▶ [Available data]
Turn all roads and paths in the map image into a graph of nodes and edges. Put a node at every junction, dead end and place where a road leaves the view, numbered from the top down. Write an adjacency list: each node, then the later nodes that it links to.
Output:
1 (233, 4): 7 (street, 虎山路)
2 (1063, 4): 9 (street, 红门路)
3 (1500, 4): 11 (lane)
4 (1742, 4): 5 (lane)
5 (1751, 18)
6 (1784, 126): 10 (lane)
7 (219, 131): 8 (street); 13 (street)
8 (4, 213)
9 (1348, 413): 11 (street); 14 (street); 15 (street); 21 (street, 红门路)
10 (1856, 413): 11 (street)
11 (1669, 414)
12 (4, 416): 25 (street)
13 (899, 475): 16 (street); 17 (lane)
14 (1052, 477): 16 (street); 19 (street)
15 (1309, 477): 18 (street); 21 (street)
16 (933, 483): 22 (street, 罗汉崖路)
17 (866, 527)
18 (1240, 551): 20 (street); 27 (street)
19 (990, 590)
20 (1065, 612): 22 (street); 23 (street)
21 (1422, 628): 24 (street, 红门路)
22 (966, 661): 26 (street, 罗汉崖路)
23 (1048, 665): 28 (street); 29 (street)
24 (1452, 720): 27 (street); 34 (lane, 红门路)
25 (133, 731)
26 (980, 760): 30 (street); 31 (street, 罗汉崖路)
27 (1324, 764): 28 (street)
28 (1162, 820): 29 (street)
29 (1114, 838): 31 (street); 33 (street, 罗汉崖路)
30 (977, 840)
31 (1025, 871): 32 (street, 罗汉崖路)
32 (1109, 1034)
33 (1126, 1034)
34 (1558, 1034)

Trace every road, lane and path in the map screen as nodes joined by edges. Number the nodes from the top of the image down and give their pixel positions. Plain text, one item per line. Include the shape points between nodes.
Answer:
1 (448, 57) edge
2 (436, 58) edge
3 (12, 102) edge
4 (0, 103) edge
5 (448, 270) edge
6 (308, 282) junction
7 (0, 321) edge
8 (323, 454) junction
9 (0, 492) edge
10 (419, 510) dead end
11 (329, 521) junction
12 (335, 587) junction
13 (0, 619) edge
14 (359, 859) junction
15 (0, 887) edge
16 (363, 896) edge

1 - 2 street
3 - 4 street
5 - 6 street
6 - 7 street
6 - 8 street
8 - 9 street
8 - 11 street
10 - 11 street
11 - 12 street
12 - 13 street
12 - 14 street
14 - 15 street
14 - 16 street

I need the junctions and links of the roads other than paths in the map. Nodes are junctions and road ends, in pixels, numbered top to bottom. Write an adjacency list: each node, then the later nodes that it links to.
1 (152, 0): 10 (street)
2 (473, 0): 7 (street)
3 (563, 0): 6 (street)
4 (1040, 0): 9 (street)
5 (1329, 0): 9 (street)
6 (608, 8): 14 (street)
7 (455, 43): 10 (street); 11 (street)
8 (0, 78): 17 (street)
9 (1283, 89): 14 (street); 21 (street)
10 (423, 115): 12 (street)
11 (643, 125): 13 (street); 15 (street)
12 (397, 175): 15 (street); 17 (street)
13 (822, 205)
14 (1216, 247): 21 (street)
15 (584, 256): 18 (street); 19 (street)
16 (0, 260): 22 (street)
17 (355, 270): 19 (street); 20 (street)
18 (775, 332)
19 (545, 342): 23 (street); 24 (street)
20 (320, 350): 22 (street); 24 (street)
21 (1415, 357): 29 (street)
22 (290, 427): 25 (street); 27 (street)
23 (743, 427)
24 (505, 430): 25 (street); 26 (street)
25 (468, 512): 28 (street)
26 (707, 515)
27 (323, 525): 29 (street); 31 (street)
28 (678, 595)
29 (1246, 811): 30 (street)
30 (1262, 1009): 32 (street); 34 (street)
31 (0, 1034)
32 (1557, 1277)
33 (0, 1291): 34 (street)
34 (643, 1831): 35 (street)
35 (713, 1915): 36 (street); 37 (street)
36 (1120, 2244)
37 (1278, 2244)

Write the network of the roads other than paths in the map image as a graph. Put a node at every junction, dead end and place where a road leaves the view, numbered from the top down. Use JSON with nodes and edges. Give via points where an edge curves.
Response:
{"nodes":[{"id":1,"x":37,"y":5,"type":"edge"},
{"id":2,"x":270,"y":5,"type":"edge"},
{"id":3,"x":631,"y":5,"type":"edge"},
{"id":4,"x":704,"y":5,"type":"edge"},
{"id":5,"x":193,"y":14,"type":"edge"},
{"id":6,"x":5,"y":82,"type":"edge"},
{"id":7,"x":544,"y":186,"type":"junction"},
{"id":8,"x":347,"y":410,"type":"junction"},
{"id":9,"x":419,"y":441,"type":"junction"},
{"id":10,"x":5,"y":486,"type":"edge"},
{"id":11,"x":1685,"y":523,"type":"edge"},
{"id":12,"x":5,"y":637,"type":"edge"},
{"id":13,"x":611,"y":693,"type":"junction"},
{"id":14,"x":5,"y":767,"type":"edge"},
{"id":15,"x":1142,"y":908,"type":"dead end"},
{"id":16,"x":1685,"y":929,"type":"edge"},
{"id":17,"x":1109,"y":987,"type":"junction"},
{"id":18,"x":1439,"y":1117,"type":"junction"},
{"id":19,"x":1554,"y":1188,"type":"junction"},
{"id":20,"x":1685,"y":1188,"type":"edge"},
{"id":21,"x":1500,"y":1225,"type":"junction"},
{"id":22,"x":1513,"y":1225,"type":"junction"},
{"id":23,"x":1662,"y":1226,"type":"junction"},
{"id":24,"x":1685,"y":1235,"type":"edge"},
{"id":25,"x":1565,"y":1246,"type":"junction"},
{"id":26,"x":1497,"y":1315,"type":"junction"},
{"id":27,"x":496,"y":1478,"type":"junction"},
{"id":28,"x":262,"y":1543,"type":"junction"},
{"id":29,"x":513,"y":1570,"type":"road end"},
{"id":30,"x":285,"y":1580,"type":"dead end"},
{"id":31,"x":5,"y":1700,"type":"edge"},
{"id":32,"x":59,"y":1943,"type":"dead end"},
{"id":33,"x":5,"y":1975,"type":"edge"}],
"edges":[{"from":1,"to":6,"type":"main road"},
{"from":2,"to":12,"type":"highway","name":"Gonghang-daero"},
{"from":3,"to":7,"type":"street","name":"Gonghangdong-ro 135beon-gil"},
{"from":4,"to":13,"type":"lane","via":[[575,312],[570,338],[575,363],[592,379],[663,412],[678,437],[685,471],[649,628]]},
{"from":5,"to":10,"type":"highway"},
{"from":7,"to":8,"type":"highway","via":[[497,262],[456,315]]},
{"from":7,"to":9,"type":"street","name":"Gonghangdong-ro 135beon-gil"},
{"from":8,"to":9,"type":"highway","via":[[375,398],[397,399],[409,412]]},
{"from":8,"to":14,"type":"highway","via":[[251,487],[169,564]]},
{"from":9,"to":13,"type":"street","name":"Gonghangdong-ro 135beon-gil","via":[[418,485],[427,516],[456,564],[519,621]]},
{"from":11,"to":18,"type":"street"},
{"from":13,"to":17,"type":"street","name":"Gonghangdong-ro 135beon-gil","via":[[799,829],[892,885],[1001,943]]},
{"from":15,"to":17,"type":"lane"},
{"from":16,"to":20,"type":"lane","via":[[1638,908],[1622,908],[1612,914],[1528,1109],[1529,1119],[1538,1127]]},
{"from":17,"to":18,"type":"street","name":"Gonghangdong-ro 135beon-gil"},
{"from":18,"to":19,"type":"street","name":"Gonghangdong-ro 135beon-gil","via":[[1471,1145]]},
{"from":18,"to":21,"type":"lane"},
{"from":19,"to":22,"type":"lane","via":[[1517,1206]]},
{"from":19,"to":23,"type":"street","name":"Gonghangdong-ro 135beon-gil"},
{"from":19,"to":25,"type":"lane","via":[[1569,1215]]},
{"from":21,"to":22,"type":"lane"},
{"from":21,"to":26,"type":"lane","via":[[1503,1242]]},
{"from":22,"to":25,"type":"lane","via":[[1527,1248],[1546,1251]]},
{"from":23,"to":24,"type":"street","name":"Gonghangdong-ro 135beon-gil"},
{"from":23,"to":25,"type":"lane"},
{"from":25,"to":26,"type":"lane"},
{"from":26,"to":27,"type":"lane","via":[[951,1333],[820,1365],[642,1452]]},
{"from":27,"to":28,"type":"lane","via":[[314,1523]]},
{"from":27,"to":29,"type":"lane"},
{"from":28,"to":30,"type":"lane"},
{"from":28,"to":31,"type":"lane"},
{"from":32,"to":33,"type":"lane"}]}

▶ [Task details]
What lines in the material above hold the string "罗汉崖路"? List them.

▶ [Exercise result]
16 (933, 483): 22 (street, 罗汉崖路)
22 (966, 661): 26 (street, 罗汉崖路)
26 (980, 760): 30 (street); 31 (street, 罗汉崖路)
29 (1114, 838): 31 (street); 33 (street, 罗汉崖路)
31 (1025, 871): 32 (street, 罗汉崖路)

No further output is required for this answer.